The shooting sparked a media debate, on the one hand the settlers and the 'Israel Defense and Security Forum' (IDSF) who demanded a clear and determined political statement regarding our right to enter Joseph's Tomb to pray, as a holy place of national significance, and not only not to surrender to terrorism, but rather to increase the presence at the place and provide an adequate security response.

On the other hand, there are those who condemned the entrance to Shechem altogether, demanding to avoid entering Joseph's Tomb following the shooting. Polarly opposite conclusions from the same event. It was not difficult to recognize that the different conclusions stemmed from conflicting agendas and positions in the first place. Nablus and Joseph's tomb in the middle and two opposing opinions regarding them, one on each side.

The city of Shechem was the city of the righteous Joseph, according to the blessing of his father Yaacov:

וַאֲנִ֞י נָתַ֧תִּֽי לְךָ֛ שְׁכֶ֥ם אַחַ֖ד עַל־אַחֶ֑יךָ… 

And now, I assign to you one portion more than to your brothers...” (Bereshit 48:22) 

A city of contrasts and complexity: it was given as an inheritance to the sons of Joseph, and Joseph himself was buried there. It was the first city that our father Abraham reached when he came to the land of Canaan:

וַיַּעֲבֹ֤ר אַבְרָם֙ בָּאָ֔רֶץ עַ֚ד מְק֣וֹם שְׁכֶ֔ם עַ֖ד אֵל֣וֹן מוֹרֶ֑ה

And Abram passed through the land, until the place of Shechem, until the plain of Moreh  … (Bereshit 12:6)

However, on the other hand, Nablus was also:

מקום מזומן לפורענות בשכם עינו את דינה בשכם מכרו אחיו את יוסף בשכם נחלקה מלכות בית דוד

“It was taught in the name of Rabbi Yosei: Shechem is a place ordained for calamity. In Shechem, they tormented and raped Dinah, in the outskirts of Shechem the brothers sold Joseph, in Shechem the kingdom of the house of David was divided”. (Sanhedrin 102a:6)

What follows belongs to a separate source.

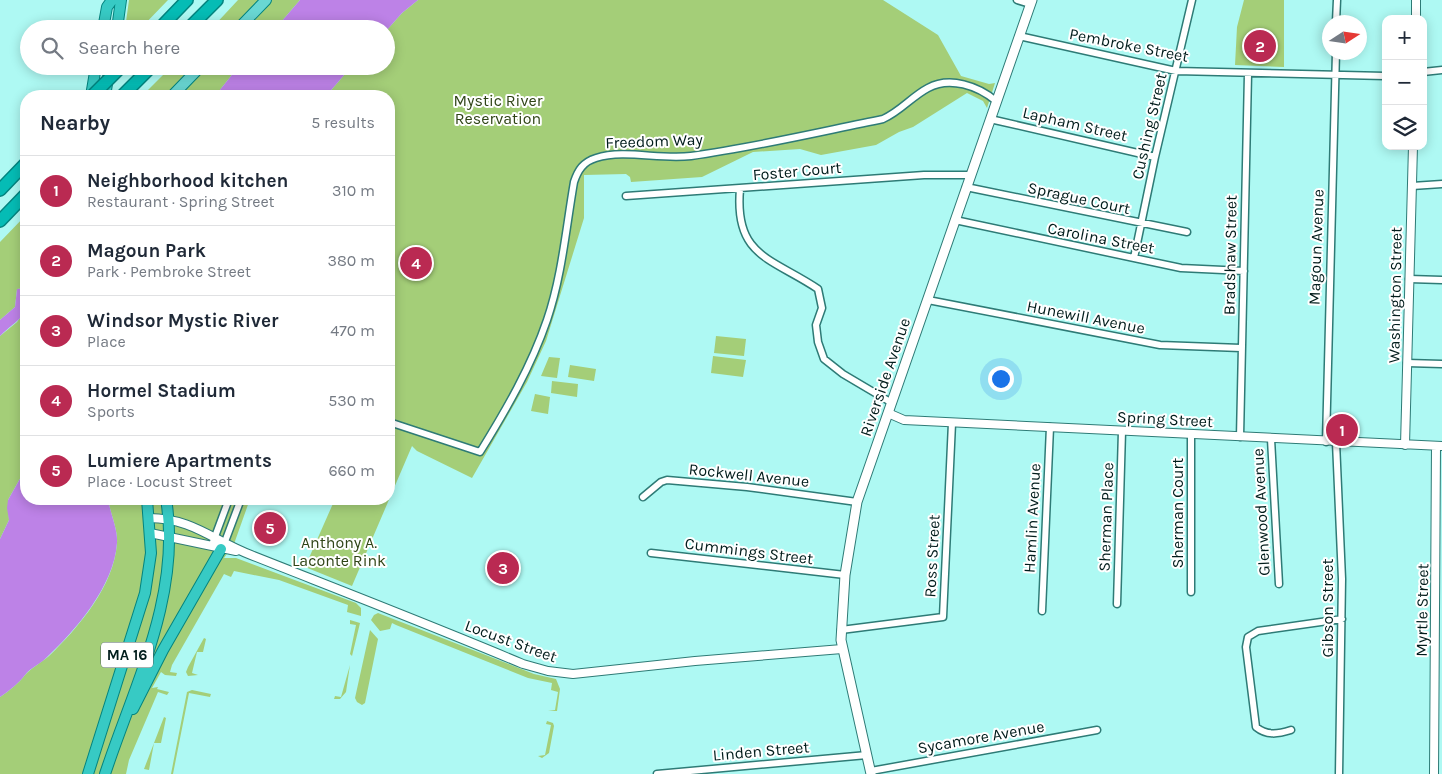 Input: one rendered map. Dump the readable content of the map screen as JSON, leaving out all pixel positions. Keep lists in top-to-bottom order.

In this week's Parasha we return to Nablus, with the blessing and the curse, the historical presence in Nablus, on Mount Gerizim and Mount Ebal:

רְאֵ֗ה אָנֹכִ֛י נֹתֵ֥ן לִפְנֵיכֶ֖ם הַיּ֑וֹם בְּרָכָ֖ה וּקְלָלָֽה׃ אֶֽת־הַבְּרָכָ֑ה אֲשֶׁ֣ר תִּשְׁמְע֗וּ אֶל־מִצְוֺת֙ ה' ... וְהַקְּלָלָ֗ה אִם־לֹ֤א תִשְׁמְעוּ֙ אֶל־מִצְוֺת֙ ה' ... וְהָיָ֗ה כִּ֤י יְבִֽיאֲךָ֙ ה' אֱלֹקיךָ אֶל־הָאָ֕רֶץ אֲשֶׁר־אַתָּ֥ה בָא־שָׁ֖מָּה לְרִשְׁתָּ֑הּ וְנָתַתָּ֤ה אֶת־הַבְּרָכָה֙ עַל־הַ֣ר גְּרִזִ֔ים וְאֶת־הַקְּלָלָ֖ה עַל־הַ֥ר עֵיבָֽל...

"See, this day I set before you blessing and curse: blessing, if you obey the commandments of Hashem your G-d… and curse, if you do not obey the commandments of Hashem your G-d… When Hashem your G-d brings you into the land that you are about to enter and possess, you shall pronounce the blessing at Mount Gerizim and the curse at Mount Ebal. (Devarim 11:26-29)

The choice between the 'blessing' and the 'curse' in the Parasha is a balanced possibility of human choice, the ability to choose freely between two ways:

כי אני נותן לפניכם דרך ברכה ודרך קללה, וטעם "לפניכם", שתבררו לכם מהן מה שתרצו, ואודיע שתהיה לכם הברכה כאשר תעשו המצות והקללה אם לא תקיימו אותן וכו'

“Rather, the meaning of the verses is as follows: “I have set ‘before you’ a way [to attain] blessing and a way [to attain] curse. And the expression before you signify that you are to choose for yourselves what you desire, and I inform you that the blessing will be yours when you perform the commandments, and the curse if you do not fulfill them.” (Ramban ibid)

In the historical context of the 'blessing' and the 'curse', the entire nation gathered united:

ששה שבטים יעמדו על הר גריזים וששה בהר עיבל… והלוים בין ההרים עמדו הופכין פניהם ופתחו בברכה…

Six tribes will stand on Mount Gerizim, and six on Mount Ebal. If so, this indicates that the Jewish People stood on Mount Gerizim, and the Levites stood between the mountains”. (Siftei Chachamim Devarim ibid)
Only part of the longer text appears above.